→ **WORK ORDER**: Your output should be the lines of the entries below, exactly, from the first one through the line that holds "I need the junctions".

*** SOURCE RECORDS ***

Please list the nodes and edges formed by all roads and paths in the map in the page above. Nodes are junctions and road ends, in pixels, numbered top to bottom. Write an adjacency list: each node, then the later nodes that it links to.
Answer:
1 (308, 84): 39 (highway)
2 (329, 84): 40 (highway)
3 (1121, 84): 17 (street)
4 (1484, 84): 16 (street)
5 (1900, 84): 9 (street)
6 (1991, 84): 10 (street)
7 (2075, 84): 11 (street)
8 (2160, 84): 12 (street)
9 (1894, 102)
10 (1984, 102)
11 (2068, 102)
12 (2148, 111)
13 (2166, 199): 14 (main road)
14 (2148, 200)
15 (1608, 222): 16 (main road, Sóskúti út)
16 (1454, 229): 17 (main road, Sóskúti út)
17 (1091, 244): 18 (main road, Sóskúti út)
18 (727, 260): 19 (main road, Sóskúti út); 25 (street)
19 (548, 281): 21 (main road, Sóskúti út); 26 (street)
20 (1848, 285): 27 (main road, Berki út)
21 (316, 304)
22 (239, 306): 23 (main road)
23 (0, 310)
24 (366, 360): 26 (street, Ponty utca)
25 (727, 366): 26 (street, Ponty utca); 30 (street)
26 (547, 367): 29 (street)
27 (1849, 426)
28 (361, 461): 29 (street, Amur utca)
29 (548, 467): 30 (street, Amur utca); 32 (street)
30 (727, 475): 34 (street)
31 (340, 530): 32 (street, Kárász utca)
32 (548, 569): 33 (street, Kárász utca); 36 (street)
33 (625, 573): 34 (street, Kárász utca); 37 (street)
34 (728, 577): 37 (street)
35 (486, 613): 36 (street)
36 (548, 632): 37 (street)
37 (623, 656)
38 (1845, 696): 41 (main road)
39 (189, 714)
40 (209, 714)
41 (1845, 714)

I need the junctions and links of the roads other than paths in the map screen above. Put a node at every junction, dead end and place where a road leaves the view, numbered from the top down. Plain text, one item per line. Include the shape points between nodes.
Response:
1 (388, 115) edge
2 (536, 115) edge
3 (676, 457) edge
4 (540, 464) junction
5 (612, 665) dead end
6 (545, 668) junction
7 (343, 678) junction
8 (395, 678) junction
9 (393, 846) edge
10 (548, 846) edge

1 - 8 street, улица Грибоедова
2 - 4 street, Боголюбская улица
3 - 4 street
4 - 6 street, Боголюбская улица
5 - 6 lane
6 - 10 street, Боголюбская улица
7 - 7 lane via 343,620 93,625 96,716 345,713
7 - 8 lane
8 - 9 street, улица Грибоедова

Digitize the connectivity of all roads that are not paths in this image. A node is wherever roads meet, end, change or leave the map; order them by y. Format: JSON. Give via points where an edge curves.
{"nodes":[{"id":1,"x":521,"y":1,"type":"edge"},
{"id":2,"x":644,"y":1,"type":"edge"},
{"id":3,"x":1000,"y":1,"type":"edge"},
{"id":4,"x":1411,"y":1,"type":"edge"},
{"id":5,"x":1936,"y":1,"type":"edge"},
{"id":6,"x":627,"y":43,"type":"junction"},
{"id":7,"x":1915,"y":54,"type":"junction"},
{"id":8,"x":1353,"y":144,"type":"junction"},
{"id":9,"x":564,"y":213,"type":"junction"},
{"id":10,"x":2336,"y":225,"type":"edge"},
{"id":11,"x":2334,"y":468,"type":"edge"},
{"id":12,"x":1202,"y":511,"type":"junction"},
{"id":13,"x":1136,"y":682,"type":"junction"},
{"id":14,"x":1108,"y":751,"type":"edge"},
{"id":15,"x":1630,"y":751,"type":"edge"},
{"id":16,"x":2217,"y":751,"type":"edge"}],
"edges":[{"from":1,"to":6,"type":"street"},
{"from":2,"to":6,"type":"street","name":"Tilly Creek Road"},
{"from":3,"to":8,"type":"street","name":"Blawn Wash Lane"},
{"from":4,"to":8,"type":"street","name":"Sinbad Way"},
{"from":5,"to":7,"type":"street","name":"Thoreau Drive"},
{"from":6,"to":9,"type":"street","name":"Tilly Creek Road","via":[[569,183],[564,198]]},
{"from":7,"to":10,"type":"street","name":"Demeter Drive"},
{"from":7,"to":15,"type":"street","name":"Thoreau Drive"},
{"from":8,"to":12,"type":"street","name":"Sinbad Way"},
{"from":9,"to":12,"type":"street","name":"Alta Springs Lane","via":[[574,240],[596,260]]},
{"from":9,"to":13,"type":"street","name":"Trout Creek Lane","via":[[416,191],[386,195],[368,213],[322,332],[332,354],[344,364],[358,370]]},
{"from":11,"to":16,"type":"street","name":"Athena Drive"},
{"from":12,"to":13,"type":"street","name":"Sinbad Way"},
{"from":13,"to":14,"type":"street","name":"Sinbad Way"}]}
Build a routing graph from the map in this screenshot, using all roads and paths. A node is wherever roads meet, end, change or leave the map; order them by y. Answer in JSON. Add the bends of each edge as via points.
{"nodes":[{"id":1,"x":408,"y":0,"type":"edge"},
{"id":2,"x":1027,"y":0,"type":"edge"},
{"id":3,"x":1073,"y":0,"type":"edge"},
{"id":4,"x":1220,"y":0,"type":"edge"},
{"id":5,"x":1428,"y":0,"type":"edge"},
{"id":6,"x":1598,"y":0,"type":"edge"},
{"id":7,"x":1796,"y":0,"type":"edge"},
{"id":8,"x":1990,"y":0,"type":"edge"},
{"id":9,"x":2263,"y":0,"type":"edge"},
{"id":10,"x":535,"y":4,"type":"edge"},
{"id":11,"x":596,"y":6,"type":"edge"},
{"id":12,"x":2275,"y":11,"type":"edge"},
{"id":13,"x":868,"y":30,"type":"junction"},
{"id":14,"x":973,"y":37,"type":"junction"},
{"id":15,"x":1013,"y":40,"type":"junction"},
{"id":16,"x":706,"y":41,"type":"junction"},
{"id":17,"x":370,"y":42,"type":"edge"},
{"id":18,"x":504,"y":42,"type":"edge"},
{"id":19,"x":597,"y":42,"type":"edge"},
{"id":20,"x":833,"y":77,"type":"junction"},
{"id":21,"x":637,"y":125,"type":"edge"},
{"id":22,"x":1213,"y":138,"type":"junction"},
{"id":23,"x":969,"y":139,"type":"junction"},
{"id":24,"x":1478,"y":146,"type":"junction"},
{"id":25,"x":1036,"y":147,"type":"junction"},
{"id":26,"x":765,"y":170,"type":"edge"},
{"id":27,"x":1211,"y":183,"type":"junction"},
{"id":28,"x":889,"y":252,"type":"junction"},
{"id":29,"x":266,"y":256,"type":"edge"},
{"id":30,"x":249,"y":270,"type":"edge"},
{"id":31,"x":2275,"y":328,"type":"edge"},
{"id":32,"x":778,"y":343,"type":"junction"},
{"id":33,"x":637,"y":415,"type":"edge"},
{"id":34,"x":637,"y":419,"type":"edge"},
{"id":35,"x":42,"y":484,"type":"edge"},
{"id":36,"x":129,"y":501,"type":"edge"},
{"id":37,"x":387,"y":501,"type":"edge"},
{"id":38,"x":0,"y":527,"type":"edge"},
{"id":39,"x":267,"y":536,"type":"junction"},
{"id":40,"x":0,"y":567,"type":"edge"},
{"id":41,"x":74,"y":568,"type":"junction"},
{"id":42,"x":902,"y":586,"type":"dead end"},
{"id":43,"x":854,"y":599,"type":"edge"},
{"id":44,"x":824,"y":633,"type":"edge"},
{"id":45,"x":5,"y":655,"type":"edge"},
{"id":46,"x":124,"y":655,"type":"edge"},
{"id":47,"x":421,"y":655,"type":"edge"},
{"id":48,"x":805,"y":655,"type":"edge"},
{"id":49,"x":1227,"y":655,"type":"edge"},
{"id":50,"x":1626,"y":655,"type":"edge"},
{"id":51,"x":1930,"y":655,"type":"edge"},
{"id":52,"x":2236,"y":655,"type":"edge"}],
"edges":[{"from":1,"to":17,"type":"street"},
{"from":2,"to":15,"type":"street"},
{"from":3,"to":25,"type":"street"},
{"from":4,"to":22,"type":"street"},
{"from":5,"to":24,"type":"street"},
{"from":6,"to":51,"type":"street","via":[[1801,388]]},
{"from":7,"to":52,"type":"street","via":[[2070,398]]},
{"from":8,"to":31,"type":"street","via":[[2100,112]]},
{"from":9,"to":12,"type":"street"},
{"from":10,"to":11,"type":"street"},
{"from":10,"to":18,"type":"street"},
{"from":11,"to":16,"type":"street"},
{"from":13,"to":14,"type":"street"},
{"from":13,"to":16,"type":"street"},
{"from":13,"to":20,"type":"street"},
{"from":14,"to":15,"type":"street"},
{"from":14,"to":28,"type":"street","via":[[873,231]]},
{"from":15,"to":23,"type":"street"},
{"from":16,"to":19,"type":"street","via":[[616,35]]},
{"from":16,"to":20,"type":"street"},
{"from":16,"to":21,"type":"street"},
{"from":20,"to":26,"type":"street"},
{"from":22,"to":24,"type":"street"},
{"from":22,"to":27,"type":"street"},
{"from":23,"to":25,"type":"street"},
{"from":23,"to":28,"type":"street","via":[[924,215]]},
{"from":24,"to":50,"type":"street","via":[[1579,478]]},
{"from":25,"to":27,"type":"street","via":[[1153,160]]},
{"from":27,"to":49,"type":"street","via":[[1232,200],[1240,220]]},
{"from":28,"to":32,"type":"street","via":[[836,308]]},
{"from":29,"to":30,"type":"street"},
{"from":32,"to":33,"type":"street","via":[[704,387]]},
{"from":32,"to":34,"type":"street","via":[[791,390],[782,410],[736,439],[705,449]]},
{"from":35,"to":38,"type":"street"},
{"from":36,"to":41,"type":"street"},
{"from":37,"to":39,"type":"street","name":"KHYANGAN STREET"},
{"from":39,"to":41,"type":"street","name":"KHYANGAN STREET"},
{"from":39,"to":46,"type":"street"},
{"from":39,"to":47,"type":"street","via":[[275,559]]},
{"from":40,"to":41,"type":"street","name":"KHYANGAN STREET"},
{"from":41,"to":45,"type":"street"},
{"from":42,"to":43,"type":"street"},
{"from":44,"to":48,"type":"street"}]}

***

→ **YOUR RESPONSE**:
Please list the nodes and edges formed by all roads and paths in the map in the page above. Nodes are junctions and road ends, in pixels, numbered top to bottom. Write an adjacency list: each node, then the later nodes that it links to.
Answer:
1 (308, 84): 39 (highway)
2 (329, 84): 40 (highway)
3 (1121, 84): 17 (street)
4 (1484, 84): 16 (street)
5 (1900, 84): 9 (street)
6 (1991, 84): 10 (street)
7 (2075, 84): 11 (street)
8 (2160, 84): 12 (street)
9 (1894, 102)
10 (1984, 102)
11 (2068, 102)
12 (2148, 111)
13 (2166, 199): 14 (main road)
14 (2148, 200)
15 (1608, 222): 16 (main road, Sóskúti út)
16 (1454, 229): 17 (main road, Sóskúti út)
17 (1091, 244): 18 (main road, Sóskúti út)
18 (727, 260): 19 (main road, Sóskúti út); 25 (street)
19 (548, 281): 21 (main road, Sóskúti út); 26 (street)
20 (1848, 285): 27 (main road, Berki út)
21 (316, 304)
22 (239, 306): 23 (main road)
23 (0, 310)
24 (366, 360): 26 (street, Ponty utca)
25 (727, 366): 26 (street, Ponty utca); 30 (street)
26 (547, 367): 29 (street)
27 (1849, 426)
28 (361, 461): 29 (street, Amur utca)
29 (548, 467): 30 (street, Amur utca); 32 (street)
30 (727, 475): 34 (street)
31 (340, 530): 32 (street, Kárász utca)
32 (548, 569): 33 (street, Kárász utca); 36 (street)
33 (625, 573): 34 (street, Kárász utca); 37 (street)
34 (728, 577): 37 (street)
35 (486, 613): 36 (street)
36 (548, 632): 37 (street)
37 (623, 656)
38 (1845, 696): 41 (main road)
39 (189, 714)
40 (209, 714)
41 (1845, 714)

I need the junctions and links of the roads other than paths in the map screen above. Put a node at every junction, dead end and place where a road leaves the view, numbered from the top down. Plain text, one item per line. Include the shape points between nodes.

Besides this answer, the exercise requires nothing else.